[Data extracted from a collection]
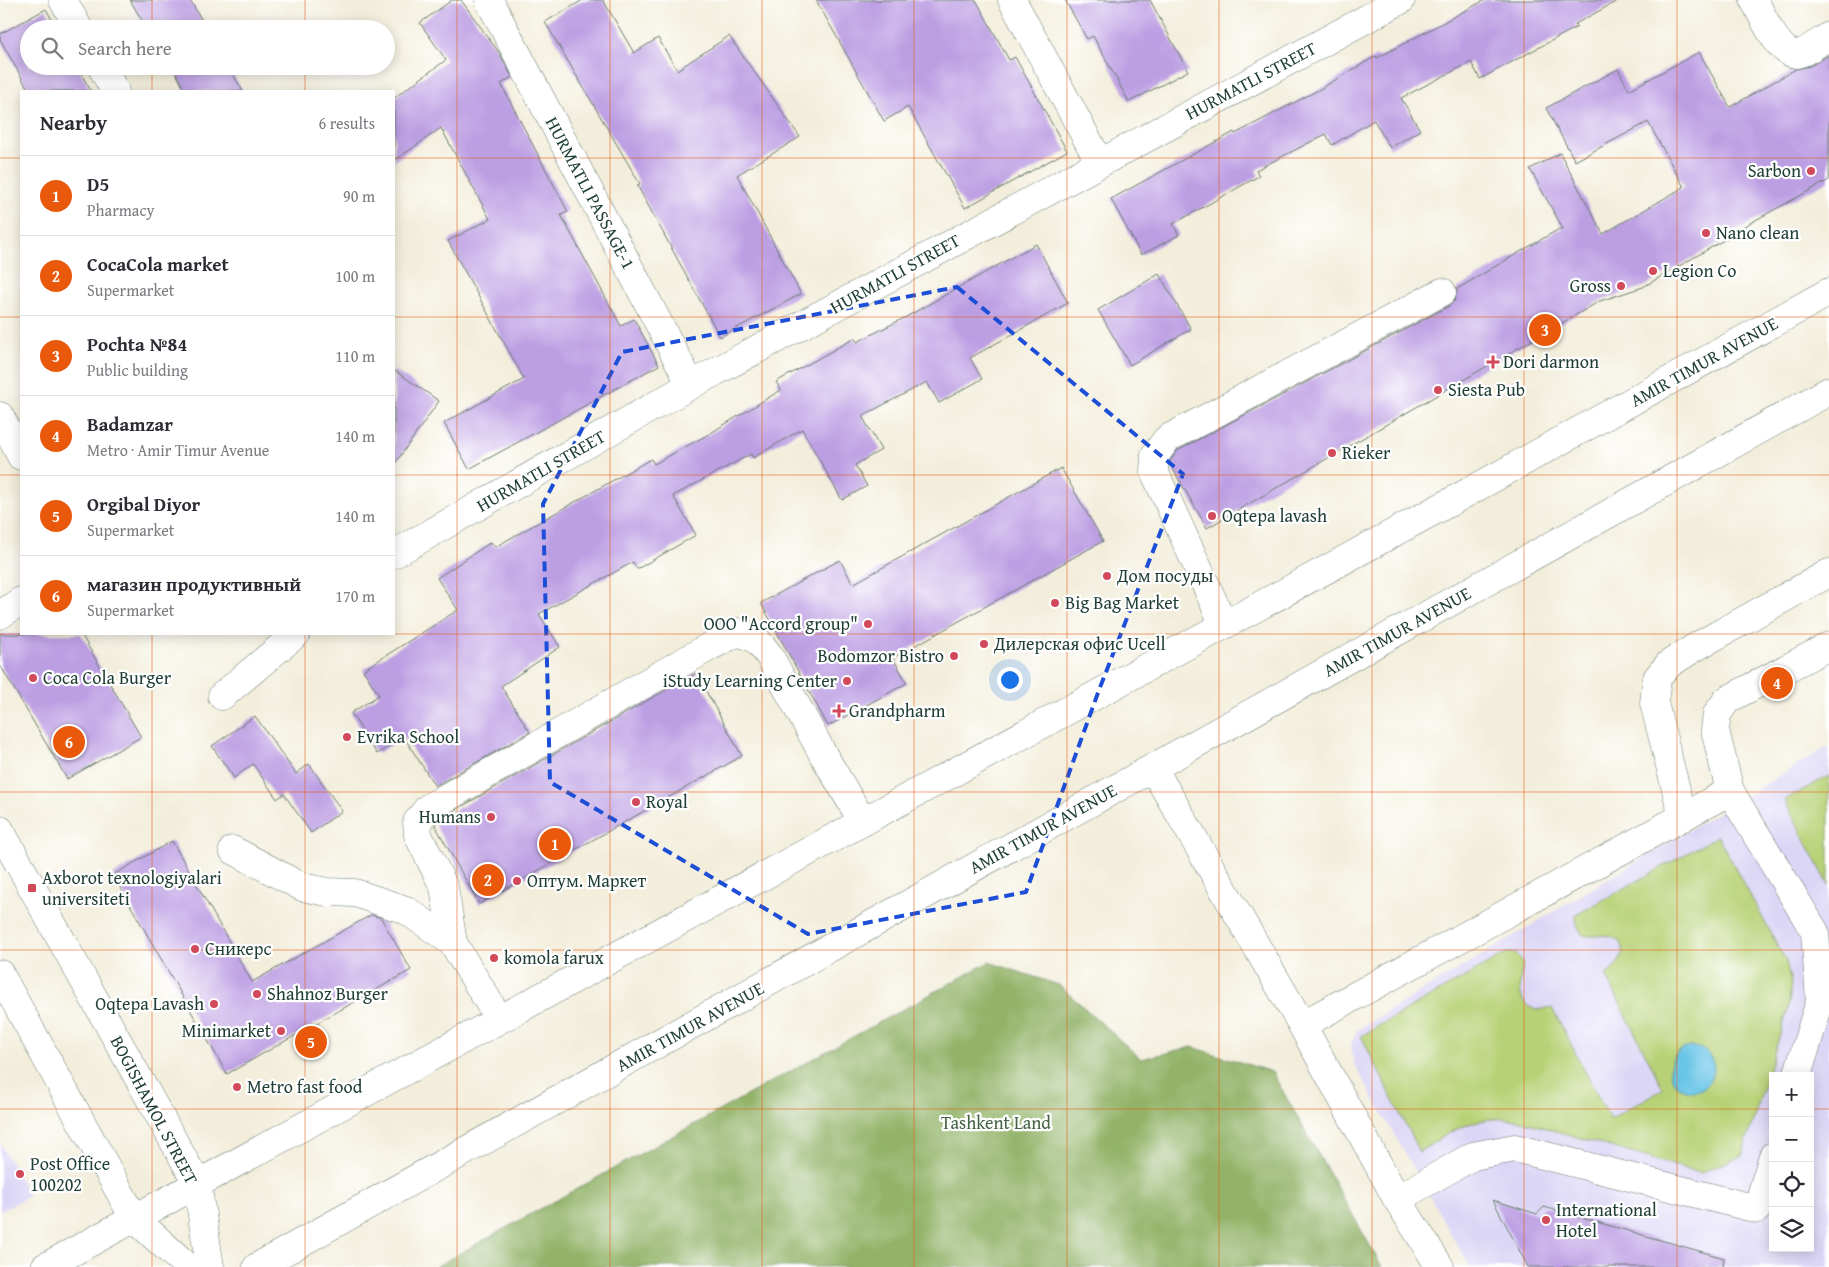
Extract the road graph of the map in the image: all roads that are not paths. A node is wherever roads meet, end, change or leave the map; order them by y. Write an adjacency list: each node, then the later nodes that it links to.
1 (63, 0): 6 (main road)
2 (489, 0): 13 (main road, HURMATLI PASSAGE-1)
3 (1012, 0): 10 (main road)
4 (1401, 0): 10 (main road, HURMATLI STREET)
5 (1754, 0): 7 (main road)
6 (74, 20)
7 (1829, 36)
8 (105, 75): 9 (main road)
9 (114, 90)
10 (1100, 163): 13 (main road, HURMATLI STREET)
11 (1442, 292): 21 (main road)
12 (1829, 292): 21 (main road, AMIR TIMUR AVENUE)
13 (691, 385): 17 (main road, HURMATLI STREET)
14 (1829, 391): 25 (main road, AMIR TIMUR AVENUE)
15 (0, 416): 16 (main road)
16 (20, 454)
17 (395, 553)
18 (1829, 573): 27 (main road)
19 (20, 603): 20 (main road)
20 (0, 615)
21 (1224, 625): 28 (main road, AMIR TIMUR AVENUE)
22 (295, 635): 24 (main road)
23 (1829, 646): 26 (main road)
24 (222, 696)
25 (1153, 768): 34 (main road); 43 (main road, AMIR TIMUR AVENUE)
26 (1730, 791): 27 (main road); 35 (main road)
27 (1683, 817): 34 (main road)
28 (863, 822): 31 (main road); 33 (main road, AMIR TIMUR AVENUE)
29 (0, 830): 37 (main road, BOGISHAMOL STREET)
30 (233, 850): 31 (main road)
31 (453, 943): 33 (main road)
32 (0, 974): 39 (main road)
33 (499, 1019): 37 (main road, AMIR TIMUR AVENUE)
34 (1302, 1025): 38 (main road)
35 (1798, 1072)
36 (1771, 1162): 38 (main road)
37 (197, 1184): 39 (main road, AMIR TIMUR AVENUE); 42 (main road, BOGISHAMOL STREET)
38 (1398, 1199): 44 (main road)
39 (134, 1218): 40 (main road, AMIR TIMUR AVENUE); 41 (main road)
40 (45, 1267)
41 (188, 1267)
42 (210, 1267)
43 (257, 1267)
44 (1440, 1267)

● Directions
Your copy should match the records above word for word, but without images.

● Output of the task
Extract the road graph of the map in the image: all roads that are not paths. A node is wherever roads meet, end, change or leave the map; order them by y. Write an adjacency list: each node, then the later nodes that it links to.
1 (63, 0): 6 (main road)
2 (489, 0): 13 (main road, HURMATLI PASSAGE-1)
3 (1012, 0): 10 (main road)
4 (1401, 0): 10 (main road, HURMATLI STREET)
5 (1754, 0): 7 (main road)
6 (74, 20)
7 (1829, 36)
8 (105, 75): 9 (main road)
9 (114, 90)
10 (1100, 163): 13 (main road, HURMATLI STREET)
11 (1442, 292): 21 (main road)
12 (1829, 292): 21 (main road, AMIR TIMUR AVENUE)
13 (691, 385): 17 (main road, HURMATLI STREET)
14 (1829, 391): 25 (main road, AMIR TIMUR AVENUE)
15 (0, 416): 16 (main road)
16 (20, 454)
17 (395, 553)
18 (1829, 573): 27 (main road)
19 (20, 603): 20 (main road)
20 (0, 615)
21 (1224, 625): 28 (main road, AMIR TIMUR AVENUE)
22 (295, 635): 24 (main road)
23 (1829, 646): 26 (main road)
24 (222, 696)
25 (1153, 768): 34 (main road); 43 (main road, AMIR TIMUR AVENUE)
26 (1730, 791): 27 (main road); 35 (main road)
27 (1683, 817): 34 (main road)
28 (863, 822): 31 (main road); 33 (main road, AMIR TIMUR AVENUE)
29 (0, 830): 37 (main road, BOGISHAMOL STREET)
30 (233, 850): 31 (main road)
31 (453, 943): 33 (main road)
32 (0, 974): 39 (main road)
33 (499, 1019): 37 (main road, AMIR TIMUR AVENUE)
34 (1302, 1025): 38 (main road)
35 (1798, 1072)
36 (1771, 1162): 38 (main road)
37 (197, 1184): 39 (main road, AMIR TIMUR AVENUE); 42 (main road, BOGISHAMOL STREET)
38 (1398, 1199): 44 (main road)
39 (134, 1218): 40 (main road, AMIR TIMUR AVENUE); 41 (main road)
40 (45, 1267)
41 (188, 1267)
42 (210, 1267)
43 (257, 1267)
44 (1440, 1267)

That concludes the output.